High conductance values in π-folded molecular junctions

Abstract

Folding processes play a crucial role in the development of function in biomacromolecules. Recreating this feature on synthetic systems would not only allow understanding and reproducing biological functions but also developing new functions. This has inspired the development of conformationally ordered synthetic oligomers known as foldamers. Herein, a new family of foldamers, consisting of an increasing number of anthracene units that adopt a folded sigmoidal conformation by a combination of intramolecular hydrogen bonds and aromatic interactions, is reported. Such folding process opens up an efficient through-space charge transport channel across the interacting anthracene moieties. In fact, single-molecule conductance measurements carried out on this series of foldamers, using the scanning tunnelling microscopy-based break-junction technique, reveal exceptionally high conductance values in the order of 10^-1 G₀ and a low length decay constant of 0.02 Å^-1 that exceed the values observed in molecular junctions that make use of through-space charge transport pathways.

Figure 1. π-Folded molecular junctions.

Schematic representation of the folding and anchoring processes needed to obtain π-folded molecular junctions from a representative member of the foldamer family studied in this work.

Figure 2. Chemical structures of the foldamers.

Structures of the complete -NHBoc and -NH₂ foldamer series studied in this work: dimer-NHBoc, dimer-NH₂, trimer-NHBoc, trimer-NH₂, tetramer-NHBoc, tetramer-NH₂, pentamer-NHBoc, and pentamer-NH₂. Arrows indicate the transformation of the -NHBoc series into the -NH₂ series.

Figure 3. Structural characterization of the foldamers.

(a) Solid-state structure of trimer-NHBoc with two DMSO molecules (highlighted in yellow). (b) Chemical structure of A-NHBoc. (c) NMR spectra of the foldamer NHBoc series at 25 °C. (d) Two-dimensional DOSY NMR of pentamer-NHBoc at 25 °C. (e) VT-NMR of pentamer-NHBoc. (f) Absorption and (g) PL spectra of the NHBoc foldamer series at 25 °C. Infrared ion dip spectrum of (h) dimer-NHBoc and (i) trimer-NHBoc. The triangles in b–e indicate the signals that correspond to anthracene protons.

Figure 4. Computed structure of the foldamers.

(a) Representative CH–π and π–π structures for the different foldamers. (b) HOMO and LUMO orbitals for CH–π and π–π conformers of pentamer-NH₂.

Figure 5. Single-molecule conductance measurements.

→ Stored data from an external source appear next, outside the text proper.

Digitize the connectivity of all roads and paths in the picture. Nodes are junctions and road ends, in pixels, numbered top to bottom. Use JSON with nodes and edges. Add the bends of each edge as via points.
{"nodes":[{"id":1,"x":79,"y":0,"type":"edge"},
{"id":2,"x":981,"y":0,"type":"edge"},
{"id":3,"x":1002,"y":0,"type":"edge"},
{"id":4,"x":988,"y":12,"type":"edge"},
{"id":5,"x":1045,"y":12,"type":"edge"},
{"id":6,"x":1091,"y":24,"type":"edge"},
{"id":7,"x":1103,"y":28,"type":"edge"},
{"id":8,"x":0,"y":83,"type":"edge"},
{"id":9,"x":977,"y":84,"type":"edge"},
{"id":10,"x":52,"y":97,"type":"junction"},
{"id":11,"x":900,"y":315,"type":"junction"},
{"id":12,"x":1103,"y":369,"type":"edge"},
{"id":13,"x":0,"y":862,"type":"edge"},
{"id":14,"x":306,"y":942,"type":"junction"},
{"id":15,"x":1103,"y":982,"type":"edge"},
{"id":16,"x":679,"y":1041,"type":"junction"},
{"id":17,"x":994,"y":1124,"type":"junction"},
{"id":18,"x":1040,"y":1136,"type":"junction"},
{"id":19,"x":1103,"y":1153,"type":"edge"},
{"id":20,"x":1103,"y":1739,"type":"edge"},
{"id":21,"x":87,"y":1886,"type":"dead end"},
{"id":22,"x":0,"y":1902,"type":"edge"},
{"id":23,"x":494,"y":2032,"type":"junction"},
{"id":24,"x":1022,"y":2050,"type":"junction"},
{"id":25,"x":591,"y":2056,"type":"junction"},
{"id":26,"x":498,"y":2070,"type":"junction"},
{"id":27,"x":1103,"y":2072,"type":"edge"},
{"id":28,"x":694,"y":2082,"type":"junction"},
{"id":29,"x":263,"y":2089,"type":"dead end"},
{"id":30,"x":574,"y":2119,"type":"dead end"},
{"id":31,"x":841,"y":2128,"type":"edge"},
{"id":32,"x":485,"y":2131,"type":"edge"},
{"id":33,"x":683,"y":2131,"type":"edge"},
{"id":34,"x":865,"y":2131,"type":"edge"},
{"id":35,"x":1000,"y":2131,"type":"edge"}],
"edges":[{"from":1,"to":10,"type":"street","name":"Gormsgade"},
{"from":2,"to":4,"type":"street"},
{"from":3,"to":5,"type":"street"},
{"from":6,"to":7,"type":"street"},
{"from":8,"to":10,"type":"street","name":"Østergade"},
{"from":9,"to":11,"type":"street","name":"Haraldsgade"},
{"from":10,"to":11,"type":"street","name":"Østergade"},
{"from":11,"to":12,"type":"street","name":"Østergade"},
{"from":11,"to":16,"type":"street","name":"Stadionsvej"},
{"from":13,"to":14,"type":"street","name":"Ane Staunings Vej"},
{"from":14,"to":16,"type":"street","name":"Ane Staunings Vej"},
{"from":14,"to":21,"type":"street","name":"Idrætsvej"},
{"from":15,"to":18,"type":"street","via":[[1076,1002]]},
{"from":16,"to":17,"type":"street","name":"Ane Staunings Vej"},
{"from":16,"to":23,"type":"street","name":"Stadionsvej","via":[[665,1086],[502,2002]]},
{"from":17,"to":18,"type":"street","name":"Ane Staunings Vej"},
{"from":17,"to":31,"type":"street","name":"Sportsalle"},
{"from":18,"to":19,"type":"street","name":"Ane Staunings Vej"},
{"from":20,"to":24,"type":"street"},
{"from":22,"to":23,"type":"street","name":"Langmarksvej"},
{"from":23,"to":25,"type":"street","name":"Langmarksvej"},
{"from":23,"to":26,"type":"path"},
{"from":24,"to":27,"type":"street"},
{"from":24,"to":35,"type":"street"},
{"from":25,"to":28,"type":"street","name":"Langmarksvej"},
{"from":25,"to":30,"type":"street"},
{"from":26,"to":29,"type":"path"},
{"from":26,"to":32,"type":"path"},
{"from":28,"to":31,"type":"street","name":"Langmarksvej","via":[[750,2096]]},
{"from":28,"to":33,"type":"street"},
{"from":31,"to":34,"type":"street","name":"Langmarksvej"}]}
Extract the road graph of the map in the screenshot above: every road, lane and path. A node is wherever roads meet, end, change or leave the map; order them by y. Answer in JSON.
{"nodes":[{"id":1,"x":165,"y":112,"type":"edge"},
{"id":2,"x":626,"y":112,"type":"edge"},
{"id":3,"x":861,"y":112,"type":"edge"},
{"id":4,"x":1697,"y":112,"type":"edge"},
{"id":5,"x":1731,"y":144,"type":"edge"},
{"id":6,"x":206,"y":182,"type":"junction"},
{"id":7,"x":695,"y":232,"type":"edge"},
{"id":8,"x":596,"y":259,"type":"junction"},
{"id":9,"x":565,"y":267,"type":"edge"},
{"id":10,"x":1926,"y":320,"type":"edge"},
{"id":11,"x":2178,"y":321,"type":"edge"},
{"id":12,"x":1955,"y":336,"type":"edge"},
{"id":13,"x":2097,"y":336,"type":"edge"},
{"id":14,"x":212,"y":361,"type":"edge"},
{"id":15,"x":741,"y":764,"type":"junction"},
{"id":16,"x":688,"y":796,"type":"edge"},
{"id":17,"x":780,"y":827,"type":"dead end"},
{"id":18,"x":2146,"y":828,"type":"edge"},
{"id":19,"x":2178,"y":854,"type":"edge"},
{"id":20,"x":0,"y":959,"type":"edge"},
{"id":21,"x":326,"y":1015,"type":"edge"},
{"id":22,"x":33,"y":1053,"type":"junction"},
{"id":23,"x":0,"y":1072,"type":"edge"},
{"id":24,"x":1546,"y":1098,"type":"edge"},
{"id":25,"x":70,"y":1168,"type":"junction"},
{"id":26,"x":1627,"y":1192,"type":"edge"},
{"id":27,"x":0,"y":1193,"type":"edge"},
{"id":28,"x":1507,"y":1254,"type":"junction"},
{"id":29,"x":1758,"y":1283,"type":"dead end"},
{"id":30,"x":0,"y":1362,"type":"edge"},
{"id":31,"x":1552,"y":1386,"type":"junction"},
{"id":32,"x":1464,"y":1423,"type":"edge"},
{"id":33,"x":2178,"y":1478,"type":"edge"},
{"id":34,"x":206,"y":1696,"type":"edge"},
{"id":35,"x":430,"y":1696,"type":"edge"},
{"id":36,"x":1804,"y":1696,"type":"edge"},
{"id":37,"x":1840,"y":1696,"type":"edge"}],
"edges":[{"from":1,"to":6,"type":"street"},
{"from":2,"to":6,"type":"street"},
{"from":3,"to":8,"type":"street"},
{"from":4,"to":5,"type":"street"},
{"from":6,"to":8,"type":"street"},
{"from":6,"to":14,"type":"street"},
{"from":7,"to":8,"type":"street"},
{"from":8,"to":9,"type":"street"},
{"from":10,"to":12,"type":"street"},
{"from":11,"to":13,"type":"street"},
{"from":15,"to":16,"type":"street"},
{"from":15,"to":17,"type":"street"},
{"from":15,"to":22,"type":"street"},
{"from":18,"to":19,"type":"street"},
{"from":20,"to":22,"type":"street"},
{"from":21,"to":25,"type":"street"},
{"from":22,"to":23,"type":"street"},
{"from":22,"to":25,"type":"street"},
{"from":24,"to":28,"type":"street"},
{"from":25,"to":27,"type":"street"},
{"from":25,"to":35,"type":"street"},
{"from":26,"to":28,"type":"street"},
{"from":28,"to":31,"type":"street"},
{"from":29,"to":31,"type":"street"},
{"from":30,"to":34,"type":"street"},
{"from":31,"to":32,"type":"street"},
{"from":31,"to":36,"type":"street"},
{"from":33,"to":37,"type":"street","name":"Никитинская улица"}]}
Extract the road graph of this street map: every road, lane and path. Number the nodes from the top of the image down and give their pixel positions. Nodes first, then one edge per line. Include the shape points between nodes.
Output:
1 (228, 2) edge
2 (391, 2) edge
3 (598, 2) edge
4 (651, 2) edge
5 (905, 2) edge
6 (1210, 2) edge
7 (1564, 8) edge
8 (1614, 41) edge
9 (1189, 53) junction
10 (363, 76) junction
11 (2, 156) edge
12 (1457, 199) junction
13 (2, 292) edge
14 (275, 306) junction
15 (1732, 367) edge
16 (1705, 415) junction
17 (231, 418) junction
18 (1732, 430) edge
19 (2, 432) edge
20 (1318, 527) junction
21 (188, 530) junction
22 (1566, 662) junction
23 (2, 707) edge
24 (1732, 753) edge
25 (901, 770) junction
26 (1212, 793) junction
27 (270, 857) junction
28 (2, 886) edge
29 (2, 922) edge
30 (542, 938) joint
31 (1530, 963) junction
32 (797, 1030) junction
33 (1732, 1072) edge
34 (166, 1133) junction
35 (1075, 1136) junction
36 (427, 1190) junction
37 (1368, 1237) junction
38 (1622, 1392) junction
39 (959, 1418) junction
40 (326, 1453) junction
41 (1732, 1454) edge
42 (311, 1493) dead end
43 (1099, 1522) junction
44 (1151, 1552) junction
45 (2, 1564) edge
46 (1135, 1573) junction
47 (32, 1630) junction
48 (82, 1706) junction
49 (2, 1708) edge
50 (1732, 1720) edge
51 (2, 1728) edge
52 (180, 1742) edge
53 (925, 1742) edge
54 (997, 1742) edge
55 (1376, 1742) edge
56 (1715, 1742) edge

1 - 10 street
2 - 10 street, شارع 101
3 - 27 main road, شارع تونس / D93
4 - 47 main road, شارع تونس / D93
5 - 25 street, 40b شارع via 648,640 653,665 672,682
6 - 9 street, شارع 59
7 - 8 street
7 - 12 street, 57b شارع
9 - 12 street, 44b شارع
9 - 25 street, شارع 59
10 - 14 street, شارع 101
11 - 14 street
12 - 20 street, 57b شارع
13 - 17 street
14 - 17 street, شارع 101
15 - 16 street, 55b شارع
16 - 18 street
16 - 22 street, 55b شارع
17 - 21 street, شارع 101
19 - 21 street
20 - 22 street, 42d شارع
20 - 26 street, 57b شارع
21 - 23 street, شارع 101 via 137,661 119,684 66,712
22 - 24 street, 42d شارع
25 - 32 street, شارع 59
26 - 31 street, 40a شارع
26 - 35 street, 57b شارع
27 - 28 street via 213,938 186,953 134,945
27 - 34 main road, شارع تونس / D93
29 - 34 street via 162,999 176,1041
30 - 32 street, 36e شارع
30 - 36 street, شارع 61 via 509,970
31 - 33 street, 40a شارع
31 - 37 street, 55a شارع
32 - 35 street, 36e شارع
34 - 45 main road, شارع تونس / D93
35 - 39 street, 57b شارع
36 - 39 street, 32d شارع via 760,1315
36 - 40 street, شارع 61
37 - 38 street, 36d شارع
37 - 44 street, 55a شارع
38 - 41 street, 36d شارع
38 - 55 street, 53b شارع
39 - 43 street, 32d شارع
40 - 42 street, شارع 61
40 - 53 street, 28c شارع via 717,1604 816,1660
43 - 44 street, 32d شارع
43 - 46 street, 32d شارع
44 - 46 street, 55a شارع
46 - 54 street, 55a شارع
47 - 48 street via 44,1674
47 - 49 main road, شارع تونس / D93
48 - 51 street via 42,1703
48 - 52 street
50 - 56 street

(a) Individual pulling traces and (b) conductance histograms of the different foldamers. All conductance values were extracted from Gaussian fits. (c) Calculated ß value for the π–π foldamers. Error bars capture the variability in peak position. (d) Conductance histograms for #-trimer-NH₂. (e) Structure of #-trimer-NH₂. (f) Conductance histograms for the pentamer-NH₂ at variable temperatures. (g) Arrhenius plot of the single-molecule conductance for the pentamer-NH₂. Error bars represent the s.d. of the experimental conductance values extracted from the full width at half maximum of the Gaussian fits. Applied voltage bias were 5 mV for the trimer-NH₂–pentamer-NH₂ series and 50 mV for dimer-NH₂.